A blood bank employee removes the cross-matched blood from the laboratory refrigerator, then attaches an RFID tag to the bag after associating the blood, the tag and the patient in the Smart Tracker software. That data is then stored in the software. Bags of blood are dispensed from the lab by scanning the bags' tags via a low-frequency (LF) RFID reader and transporting them to the hospital's surgical ward, where a staff member uses his or her ID badge to access the locked RFID refrigerator and place them inside. If blood is required, the fridge prompts the theater personnel to enter the patient's unique medical record number, and to select the patient presented on screen after confirming that the person's name and date of birth match. The worker then scans his or her RFID staff access tag to unlock the refrigerator and remove the appropriate blood. Once the door closes, the unit's built-in RFID reader interrogates the tags, confirms which bags of blood have been removed and creates a record of who removed the blood and when. If the wrong blood is removed, then the user receives an alert.

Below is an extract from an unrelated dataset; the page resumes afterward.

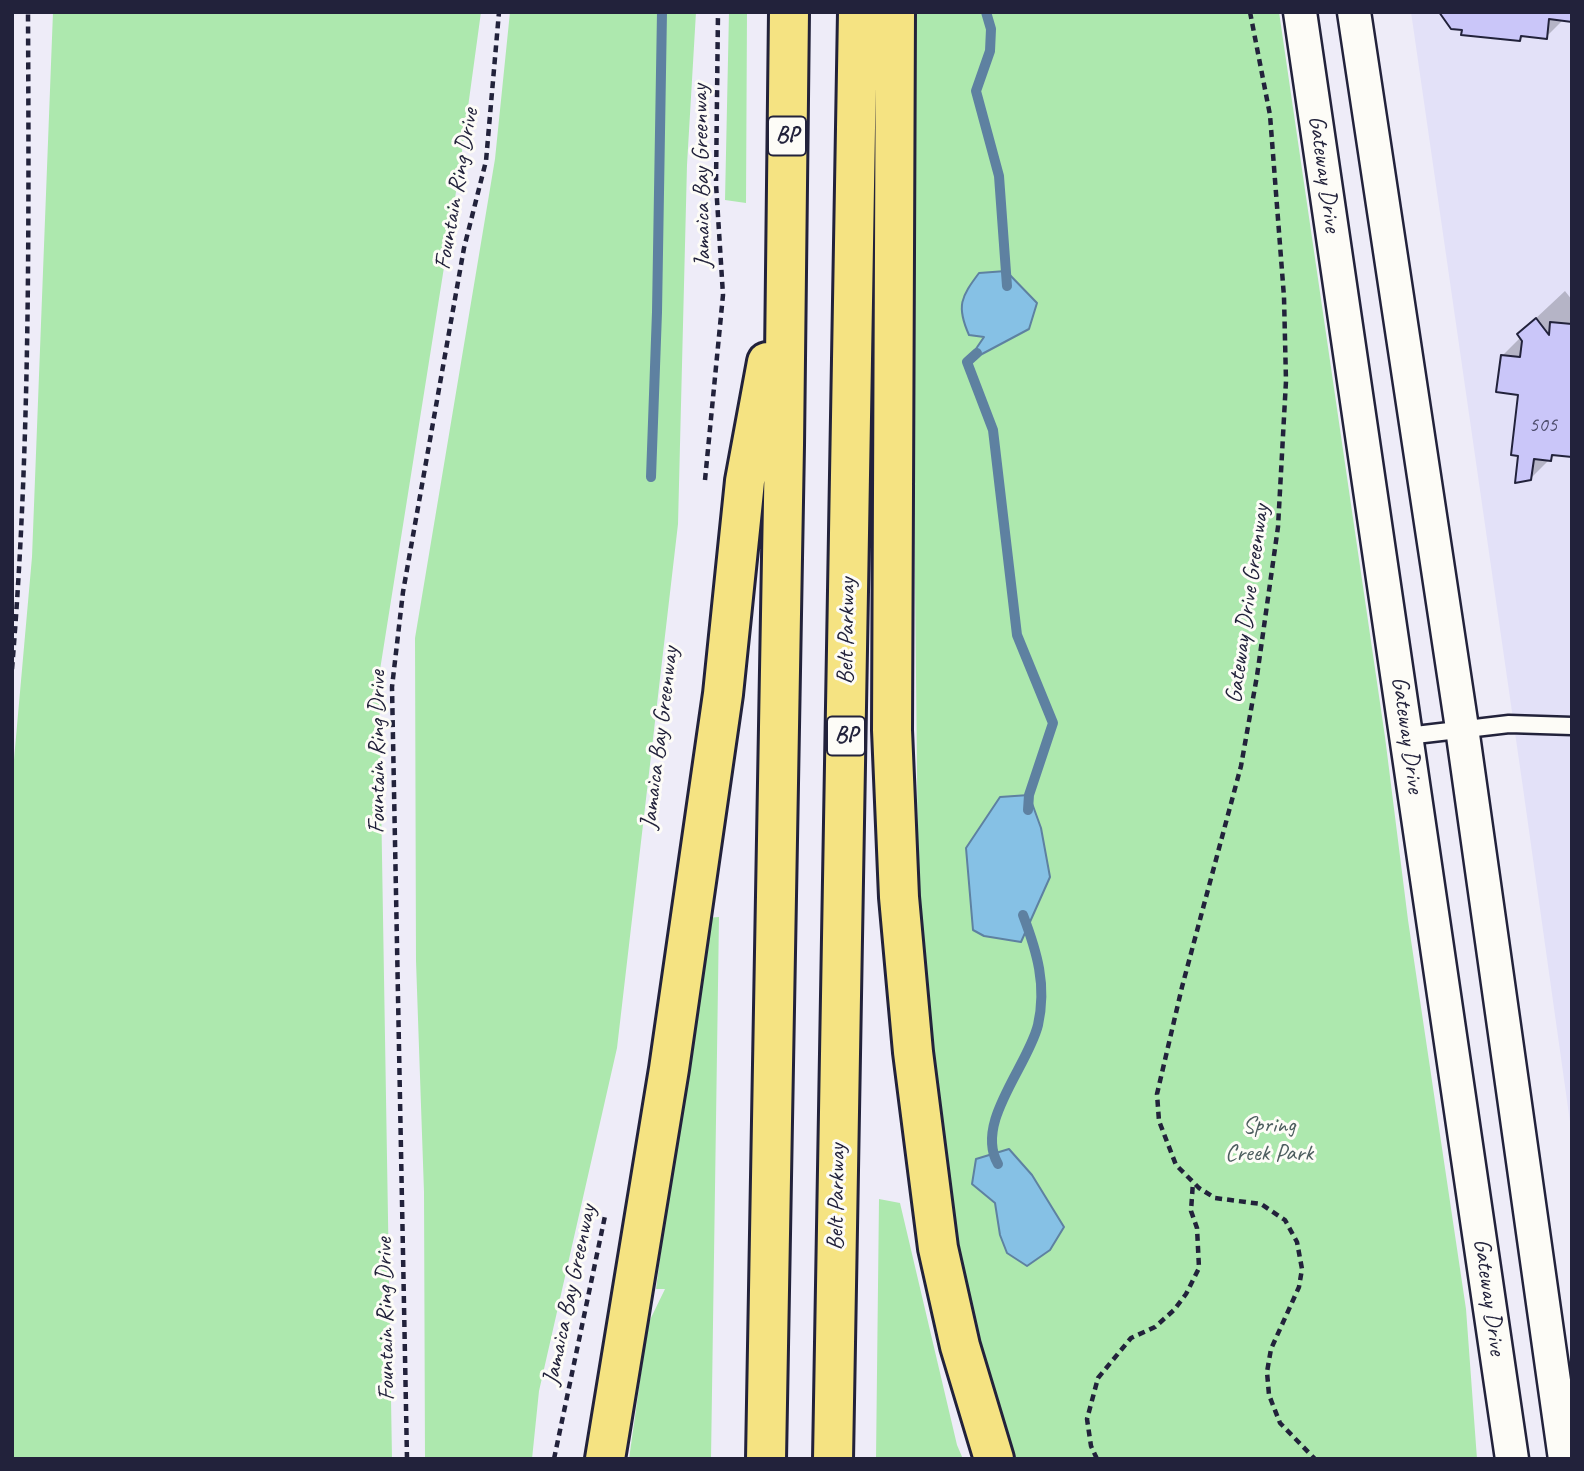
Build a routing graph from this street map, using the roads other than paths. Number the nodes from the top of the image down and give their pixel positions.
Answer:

The Smart Tracker software determines how long the blood has been out of refrigeration and alerts the user if it has been out for more than 30 minutes. If any blood is not used on that patient, the theater staff member goes through a process to return the remainder to the refrigerator. The software determines how long the blood has been out of refrigeration and alerts the user if more than 30 minutes have passed.

The bags are later sent back to the blood bank, where the tags are read again as they are put back into refrigeration. A record of all actions taken with each bag of blood is then displayed, so that the staff can decide whether to return it to inventory or quarantine it for possible discard. With the RFID-based system, the blood bank can be assured that only properly stored blood bags are returned to inventory and are available for safe reuse. "I can now say, with some certainty, that any pack accepted for return to inventory has been properly stored," Greenfield states. "I can review the scan history and see exactly what happened, who was involved and when."